Question

With all the negative press over Twitter and Gawker's use of hashbang urls I'm having a very hard time finding any examples/libraries for how to actually use them.

I'd like to use hashbang urls in a javascript carousel on our website so we can link directly to a specific page of the carousel.

Are there any good cross-browser libraries or examples (preferably non-jQuery, since we use Prototype) for both pushing new urls to the page location and for parsing the url on page load?

Was it helpful?

Solution

We've been working on a library that does URL route mapping: https://github.com/OpenGamma/RouteMap if you're still looking for one.

OTHER TIPS

Sammy.js uses them to create handlers like the ones used in Sinatra.

Google Closure Library has a really cool implementation for browser history stack. You can reach history source code from here.

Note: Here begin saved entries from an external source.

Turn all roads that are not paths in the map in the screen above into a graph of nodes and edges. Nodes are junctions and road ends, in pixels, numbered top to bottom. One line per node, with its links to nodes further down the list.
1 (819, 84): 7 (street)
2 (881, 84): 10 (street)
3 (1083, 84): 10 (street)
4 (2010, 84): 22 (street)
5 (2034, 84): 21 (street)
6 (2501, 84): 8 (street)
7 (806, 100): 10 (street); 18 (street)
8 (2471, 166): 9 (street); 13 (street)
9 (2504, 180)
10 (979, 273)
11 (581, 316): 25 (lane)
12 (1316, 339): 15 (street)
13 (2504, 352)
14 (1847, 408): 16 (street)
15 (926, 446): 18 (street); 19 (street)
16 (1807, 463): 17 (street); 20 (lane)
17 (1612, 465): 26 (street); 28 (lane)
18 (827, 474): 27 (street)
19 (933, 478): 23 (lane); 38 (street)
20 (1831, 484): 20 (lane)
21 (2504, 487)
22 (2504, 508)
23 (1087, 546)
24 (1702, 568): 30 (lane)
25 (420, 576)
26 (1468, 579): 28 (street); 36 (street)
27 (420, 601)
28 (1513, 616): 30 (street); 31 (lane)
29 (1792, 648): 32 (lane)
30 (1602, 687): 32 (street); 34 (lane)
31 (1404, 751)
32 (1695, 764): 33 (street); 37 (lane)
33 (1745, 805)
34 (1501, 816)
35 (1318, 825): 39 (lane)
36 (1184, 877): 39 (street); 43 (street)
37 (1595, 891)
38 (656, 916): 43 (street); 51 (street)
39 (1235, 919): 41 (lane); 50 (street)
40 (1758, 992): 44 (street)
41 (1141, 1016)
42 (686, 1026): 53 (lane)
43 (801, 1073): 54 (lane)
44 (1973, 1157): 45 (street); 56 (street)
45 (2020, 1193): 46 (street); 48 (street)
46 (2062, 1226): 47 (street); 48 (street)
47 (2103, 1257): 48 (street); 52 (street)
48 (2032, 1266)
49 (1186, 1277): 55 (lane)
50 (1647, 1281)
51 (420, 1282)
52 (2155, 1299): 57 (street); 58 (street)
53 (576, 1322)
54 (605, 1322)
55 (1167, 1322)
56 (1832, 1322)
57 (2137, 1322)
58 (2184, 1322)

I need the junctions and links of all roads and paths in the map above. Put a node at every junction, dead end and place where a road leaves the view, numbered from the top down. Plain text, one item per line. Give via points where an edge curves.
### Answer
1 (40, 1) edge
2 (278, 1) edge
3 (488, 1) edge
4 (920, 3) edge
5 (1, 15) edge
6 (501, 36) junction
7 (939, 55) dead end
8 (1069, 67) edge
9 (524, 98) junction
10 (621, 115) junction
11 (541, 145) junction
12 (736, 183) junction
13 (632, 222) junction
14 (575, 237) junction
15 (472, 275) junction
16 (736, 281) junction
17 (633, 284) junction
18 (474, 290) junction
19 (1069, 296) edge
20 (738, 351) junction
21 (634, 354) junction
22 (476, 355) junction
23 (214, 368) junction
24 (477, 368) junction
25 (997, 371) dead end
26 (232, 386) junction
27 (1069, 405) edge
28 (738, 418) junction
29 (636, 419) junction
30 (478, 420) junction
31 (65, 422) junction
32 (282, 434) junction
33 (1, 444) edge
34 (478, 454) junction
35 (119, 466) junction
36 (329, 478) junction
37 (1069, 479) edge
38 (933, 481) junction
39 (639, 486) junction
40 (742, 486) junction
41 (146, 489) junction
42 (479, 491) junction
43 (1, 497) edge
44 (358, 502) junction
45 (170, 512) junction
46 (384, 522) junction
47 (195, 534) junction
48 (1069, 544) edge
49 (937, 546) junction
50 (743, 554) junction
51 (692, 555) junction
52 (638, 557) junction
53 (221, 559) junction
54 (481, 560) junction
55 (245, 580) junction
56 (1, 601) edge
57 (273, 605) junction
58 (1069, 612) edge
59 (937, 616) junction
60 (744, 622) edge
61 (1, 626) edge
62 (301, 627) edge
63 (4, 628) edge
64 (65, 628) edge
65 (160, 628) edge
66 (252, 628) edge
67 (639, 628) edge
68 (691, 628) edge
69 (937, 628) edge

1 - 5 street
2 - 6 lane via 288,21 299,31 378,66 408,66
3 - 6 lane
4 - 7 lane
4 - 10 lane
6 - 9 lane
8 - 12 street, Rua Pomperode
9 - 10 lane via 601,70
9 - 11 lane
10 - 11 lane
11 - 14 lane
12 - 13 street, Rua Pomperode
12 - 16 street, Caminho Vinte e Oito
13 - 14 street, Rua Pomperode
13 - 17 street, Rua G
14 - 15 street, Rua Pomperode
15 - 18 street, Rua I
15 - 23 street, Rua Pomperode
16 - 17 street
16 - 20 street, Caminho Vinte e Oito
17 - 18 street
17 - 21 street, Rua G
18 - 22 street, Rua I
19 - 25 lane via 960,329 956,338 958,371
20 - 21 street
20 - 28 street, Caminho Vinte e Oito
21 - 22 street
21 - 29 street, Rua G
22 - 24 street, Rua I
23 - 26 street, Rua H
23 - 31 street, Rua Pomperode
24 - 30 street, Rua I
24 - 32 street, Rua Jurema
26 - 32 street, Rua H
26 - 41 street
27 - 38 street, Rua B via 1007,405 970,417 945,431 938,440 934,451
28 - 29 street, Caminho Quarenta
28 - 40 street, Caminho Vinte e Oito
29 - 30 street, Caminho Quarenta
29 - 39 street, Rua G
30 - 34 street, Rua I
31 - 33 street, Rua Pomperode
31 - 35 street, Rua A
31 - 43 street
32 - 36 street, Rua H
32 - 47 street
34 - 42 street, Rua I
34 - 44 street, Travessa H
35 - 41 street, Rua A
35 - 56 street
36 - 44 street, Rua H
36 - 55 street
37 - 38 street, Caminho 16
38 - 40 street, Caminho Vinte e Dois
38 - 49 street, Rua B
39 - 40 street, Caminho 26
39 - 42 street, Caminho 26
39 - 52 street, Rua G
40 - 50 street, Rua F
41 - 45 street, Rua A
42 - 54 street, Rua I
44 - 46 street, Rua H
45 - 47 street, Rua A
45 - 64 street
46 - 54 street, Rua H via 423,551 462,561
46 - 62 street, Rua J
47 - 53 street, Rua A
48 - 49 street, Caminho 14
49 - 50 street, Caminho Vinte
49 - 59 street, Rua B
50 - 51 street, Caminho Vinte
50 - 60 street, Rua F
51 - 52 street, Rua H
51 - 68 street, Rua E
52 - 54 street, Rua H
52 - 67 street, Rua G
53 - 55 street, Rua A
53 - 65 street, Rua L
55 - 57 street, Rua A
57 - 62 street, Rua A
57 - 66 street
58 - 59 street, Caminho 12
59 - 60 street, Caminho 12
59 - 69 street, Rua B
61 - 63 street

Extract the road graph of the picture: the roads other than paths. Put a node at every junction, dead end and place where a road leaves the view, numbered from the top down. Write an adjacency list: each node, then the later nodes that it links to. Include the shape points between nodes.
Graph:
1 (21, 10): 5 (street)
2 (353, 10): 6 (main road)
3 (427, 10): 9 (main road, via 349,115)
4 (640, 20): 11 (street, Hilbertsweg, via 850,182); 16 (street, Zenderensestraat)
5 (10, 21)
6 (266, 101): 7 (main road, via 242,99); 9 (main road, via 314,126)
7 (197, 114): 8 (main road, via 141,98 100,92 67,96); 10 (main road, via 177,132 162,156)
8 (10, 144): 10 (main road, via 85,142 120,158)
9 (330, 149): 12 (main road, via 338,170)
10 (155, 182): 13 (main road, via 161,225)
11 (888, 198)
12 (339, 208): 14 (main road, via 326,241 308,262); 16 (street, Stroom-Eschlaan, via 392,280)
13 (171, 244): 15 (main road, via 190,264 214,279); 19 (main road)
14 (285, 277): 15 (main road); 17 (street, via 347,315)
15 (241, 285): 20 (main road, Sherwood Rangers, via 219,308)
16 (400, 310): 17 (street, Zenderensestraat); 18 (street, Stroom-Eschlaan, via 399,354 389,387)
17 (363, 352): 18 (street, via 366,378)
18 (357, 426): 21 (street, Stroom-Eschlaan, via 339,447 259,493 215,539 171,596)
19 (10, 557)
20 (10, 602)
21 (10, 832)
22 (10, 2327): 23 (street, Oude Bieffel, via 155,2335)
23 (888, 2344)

To use Closure Library history manager you should define a hidden input. There is the trick. If you don't give a input field to class, it will create one for you, but it will try to append it DOM with document.write because of cross browser support. The best and easy way is providing a hidden input.

Here is a simple implementation of goog.History.

var history = new goog.History(false, '', document.getElementById('historyInput'));
goog.events.listen(history, goog.history.EventType.NAVIGATE, function() {
    console.log(history.getToken());
});
history.setEnabled(true);

Then navigate to some hashed urls in your page and you should see your changed hash in your console as log.